*WHAT THE TASK REQUIRES*: Your task is to tally the lines of the listing containing the word "Пругла" and report the figure alone.

Segment Start: DATASET

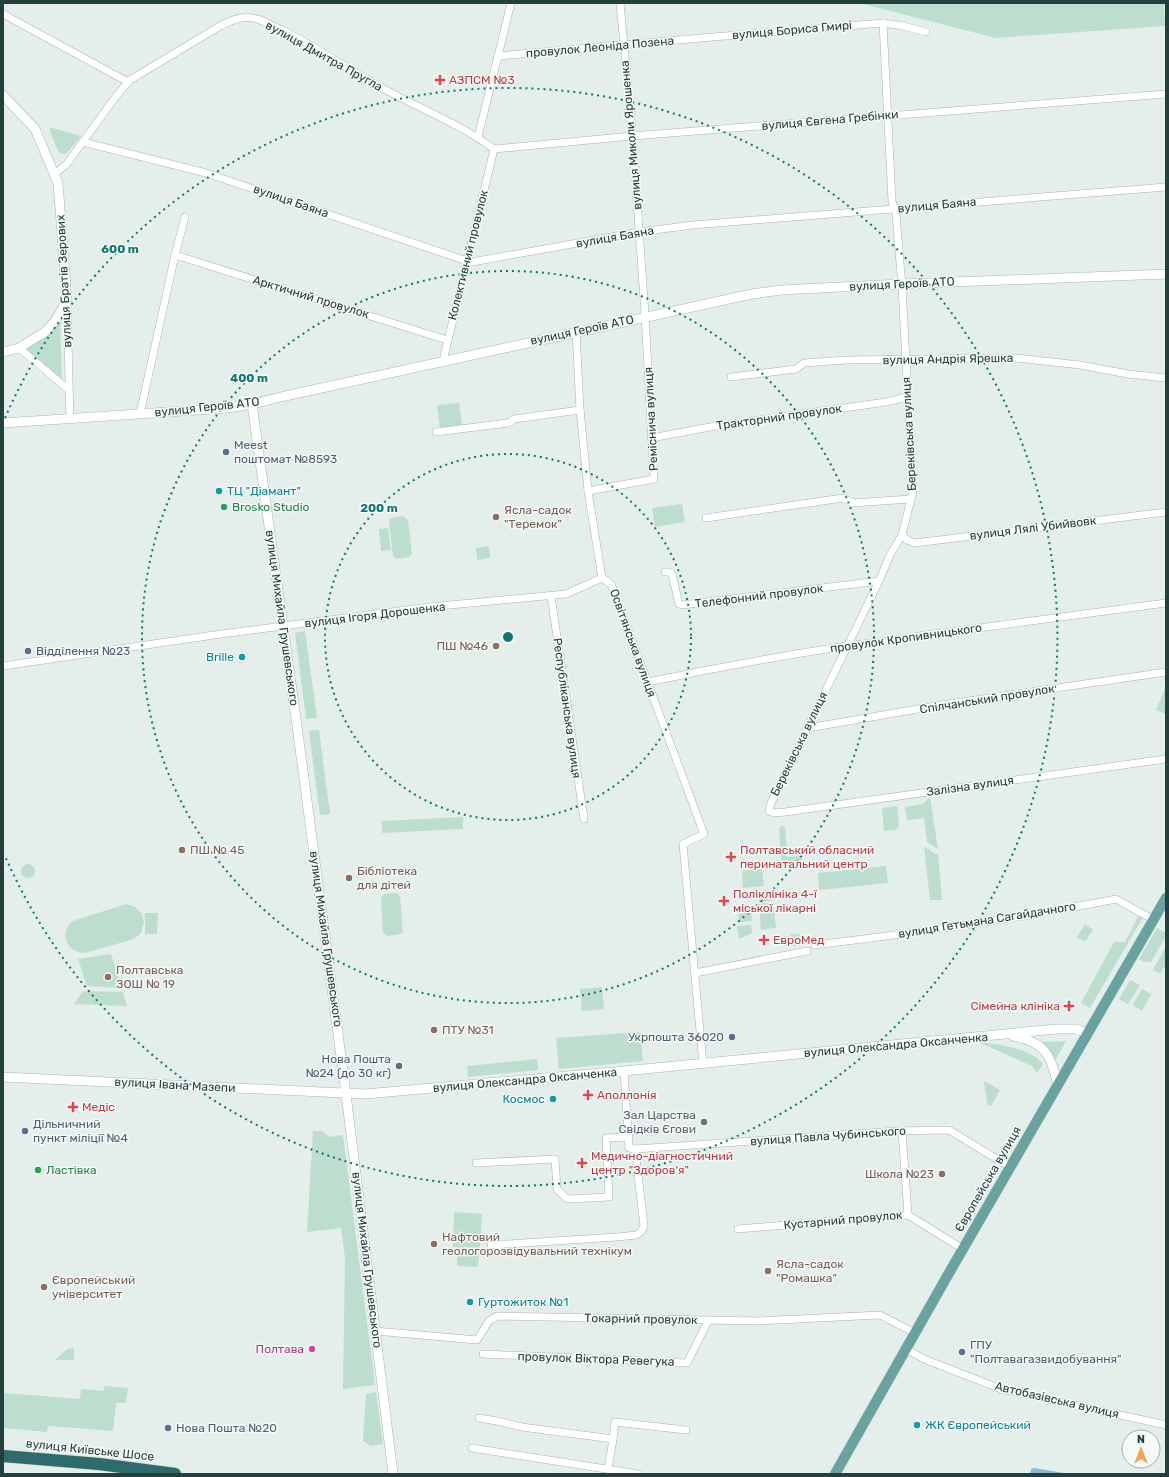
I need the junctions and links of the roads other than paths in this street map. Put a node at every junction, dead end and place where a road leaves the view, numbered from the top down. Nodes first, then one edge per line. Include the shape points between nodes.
1 (512, 3) edge
2 (620, 3) edge
3 (3, 14) edge
4 (883, 23) junction
5 (926, 32) dead end
6 (701, 38) joint
7 (624, 45) junction
8 (498, 56) junction
9 (128, 82) junction
10 (1166, 94) edge
11 (3, 95) edge
12 (888, 115) junction
13 (632, 136) junction
14 (478, 137) junction
15 (83, 142) junction
16 (494, 149) junction
17 (54, 174) junction
18 (1166, 187) edge
19 (894, 208) junction
20 (185, 216) dead end
21 (639, 232) junction
22 (175, 255) junction
23 (467, 261) junction
24 (1166, 274) edge
25 (901, 284) junction
26 (67, 300) junction
27 (645, 316) junction
28 (576, 331) junction
29 (447, 340) junction
30 (19, 348) junction
31 (3, 352) edge
32 (905, 360) junction
33 (443, 361) junction
34 (730, 376) dead end
35 (1166, 378) edge
36 (69, 390) junction
37 (907, 397) junction
38 (252, 404) junction
39 (580, 410) junction
40 (140, 414) junction
41 (70, 418) junction
42 (3, 422) edge
43 (436, 432) dead end
44 (651, 438) junction
45 (588, 491) junction
46 (911, 499) junction
47 (1166, 512) edge
48 (706, 518) dead end
49 (902, 536) junction
50 (665, 572) dead end
51 (602, 578) junction
52 (878, 581) junction
53 (550, 596) junction
54 (1166, 603) edge
55 (283, 626) junction
56 (847, 646) junction
57 (3, 666) edge
58 (1166, 672) edge
59 (648, 682) junction
60 (808, 728) junction
61 (1166, 759) edge
62 (774, 813) joint
63 (584, 819) dead end
64 (1166, 898) edge
65 (1154, 920) junction
66 (815, 945) dead end
67 (807, 951) dead end
68 (695, 973) junction
69 (1006, 1034) junction
70 (1088, 1034) junction
71 (703, 1064) junction
72 (624, 1071) junction
73 (3, 1077) edge
74 (1058, 1085) junction
75 (346, 1094) junction
76 (902, 1131) junction
77 (629, 1137) junction
78 (635, 1149) junction
79 (476, 1163) dead end
80 (1010, 1168) junction
81 (908, 1215) junction
82 (738, 1229) dead end
83 (491, 1245) dead end
84 (963, 1249) junction
85 (708, 1321) junction
86 (375, 1331) junction
87 (915, 1333) junction
88 (906, 1349) junction
89 (483, 1354) dead end
90 (479, 1418) dead end
91 (1166, 1425) edge
92 (686, 1430) dead end
93 (612, 1439) junction
94 (472, 1448) dead end
95 (3, 1456) edge
96 (608, 1469) junction
97 (175, 1474) edge
98 (393, 1474) edge
99 (638, 1474) edge
100 (835, 1474) edge

1 - 8 street
2 - 7 street, вулиця Миколи Ярошенка
3 - 9 street
4 - 5 street, вулиця Бориса Гмирі
4 - 6 street, вулиця Бориса Гмирі
4 - 12 street
6 - 7 street, провулок Леоніда Позена
7 - 8 street, провулок Леоніда Позена
7 - 13 street, вулиця Миколи Ярошенка
8 - 14 street
9 - 14 street, вулиця Дмитра Пругла via 231,20 249,18 292,35 382,88
9 - 15 street, вулиця Дмитра Пругла
10 - 12 street, вулиця Євгена Гребінки
11 - 17 main road, вулиця Братів Зерових via 35,129
12 - 13 street, вулиця Євгена Гребінки
12 - 19 street, Береківська вулиця
13 - 16 street, вулиця Євгена Гребінки
13 - 21 street, вулиця Миколи Ярошенка
14 - 16 street, вулиця Дмитра Пругла
15 - 17 street, вулиця Дмитра Пругла via 66,165
15 - 23 street, вулиця Баяна via 206,173
16 - 23 street, Колективний провулок
17 - 26 main road, вулиця Братів Зерових via 58,183
18 - 19 street, вулиця Баяна
19 - 21 street, вулиця Баяна
19 - 25 street, Береківська вулиця
20 - 22 street
21 - 23 street, вулиця Баяна
21 - 27 street, вулиця Миколи Ярошенка
22 - 29 street, Арктичний провулок
22 - 40 street
23 - 29 street, Колективний провулок
24 - 25 main road, вулиця Героїв АТО
25 - 27 main road, вулиця Героїв АТО via 781,290
25 - 32 street, Береківська вулиця
26 - 30 main road via 51,326
26 - 36 street, вулиця Братів Зерових
27 - 28 main road, вулиця Героїв АТО
27 - 44 street, Реміснича вулиця
28 - 33 main road, вулиця Героїв АТО
28 - 39 street, Освітянська вулиця
29 - 33 street, Колективний провулок
30 - 31 main road
30 - 36 street
32 - 34 street, вулиця Андрія Ярешка via 804,363 796,369
32 - 35 street, вулиця Андрія Ярешка via 1016,358
32 - 37 street, Береківська вулиця
33 - 38 main road, вулиця Героїв АТО
36 - 41 street, вулиця Братів Зерових
37 - 44 street, Тракторний провулок
37 - 46 street, Береківська вулиця via 913,491
38 - 40 main road, вулиця Героїв АТО
38 - 55 main road, вулиця Михайла Грушевського
39 - 43 street
39 - 45 street, Освітянська вулиця
40 - 41 main road, вулиця Героїв АТО
41 - 42 main road, вулиця Героїв АТО
44 - 45 street, Реміснича вулиця via 654,479
45 - 51 street, Освітянська вулиця
46 - 48 street via 853,503 843,498
46 - 49 street, Береківська вулиця
47 - 49 street, вулиця Лялі Убийвовк via 916,543
49 - 52 street, Береківська вулиця
50 - 52 street, Телефонний провулок via 672,574 682,605
51 - 53 street, вулиця Ігоря Дорошенка via 566,594
51 - 59 street, Освітянська вулиця via 611,584
52 - 56 street, Береківська вулиця
53 - 55 street, вулиця Ігоря Дорошенка via 429,607
53 - 63 street, Республіканська вулиця
54 - 56 street, провулок Кропивницького
55 - 57 street, вулиця Ігоря Дорошенка
55 - 75 main road, вулиця Михайла Грушевського
56 - 59 street, провулок Кропивницького
56 - 60 street, Береківська вулиця
58 - 60 street, Спілчанський провулок via 941,705
59 - 68 street, Освітянська вулиця via 704,834 682,844
60 - 62 street, Береківська вулиця via 770,805 769,811
61 - 62 street, Залізна вулиця
64 - 65 main road, Європейська вулиця
65 - 66 street, вулиця Гетьмана Сагайдачного via 1116,899 955,926
65 - 70 main road, Європейська вулиця
67 - 68 street
68 - 71 street
69 - 70 main road, вулиця Олександра Оксанченка via 1076,1029
69 - 71 main road, вулиця Олександра Оксанченка
69 - 74 main road via 1026,1039 1044,1050 1051,1059
70 - 74 main road, Європейська вулиця
71 - 72 main road, вулиця Олександра Оксанченка
72 - 75 main road, вулиця Олександра Оксанченка
72 - 77 street
73 - 75 main road, вулиця Івана Мазепи
74 - 80 main road, Європейська вулиця
75 - 86 main road, вулиця Михайла Грушевського
76 - 78 street, вулиця Павла Чубинського
76 - 80 street, вулиця Павла Чубинського via 949,1130
76 - 81 street
77 - 78 street via 629,1148
77 - 79 street via 606,1138 609,1197 567,1199 557,1189 555,1159
78 - 83 street via 644,1226 641,1232 636,1235
80 - 84 main road, Європейська вулиця
81 - 82 street, Кустарний провулок
81 - 84 street, Кустарний провулок
84 - 87 main road, Європейська вулиця
85 - 86 street, Токарний провулок via 497,1316 489,1321 477,1340
85 - 87 street, Токарний провулок via 880,1315
85 - 89 street, провулок Віктора Ревегука via 687,1363
86 - 98 main road, вулиця Михайла Грушевського
87 - 88 main road, Європейська вулиця
88 - 91 street, Автобазівська вулиця via 924,1359 1001,1389
88 - 100 main road, Європейська вулиця
90 - 93 street via 522,1427
92 - 93 street via 615,1422
93 - 96 street
94 - 96 street
95 - 97 highway, вулиця Київське Шосе via 99,1464
96 - 99 street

Segment End: DATASET

*ANSWER AREA*: 4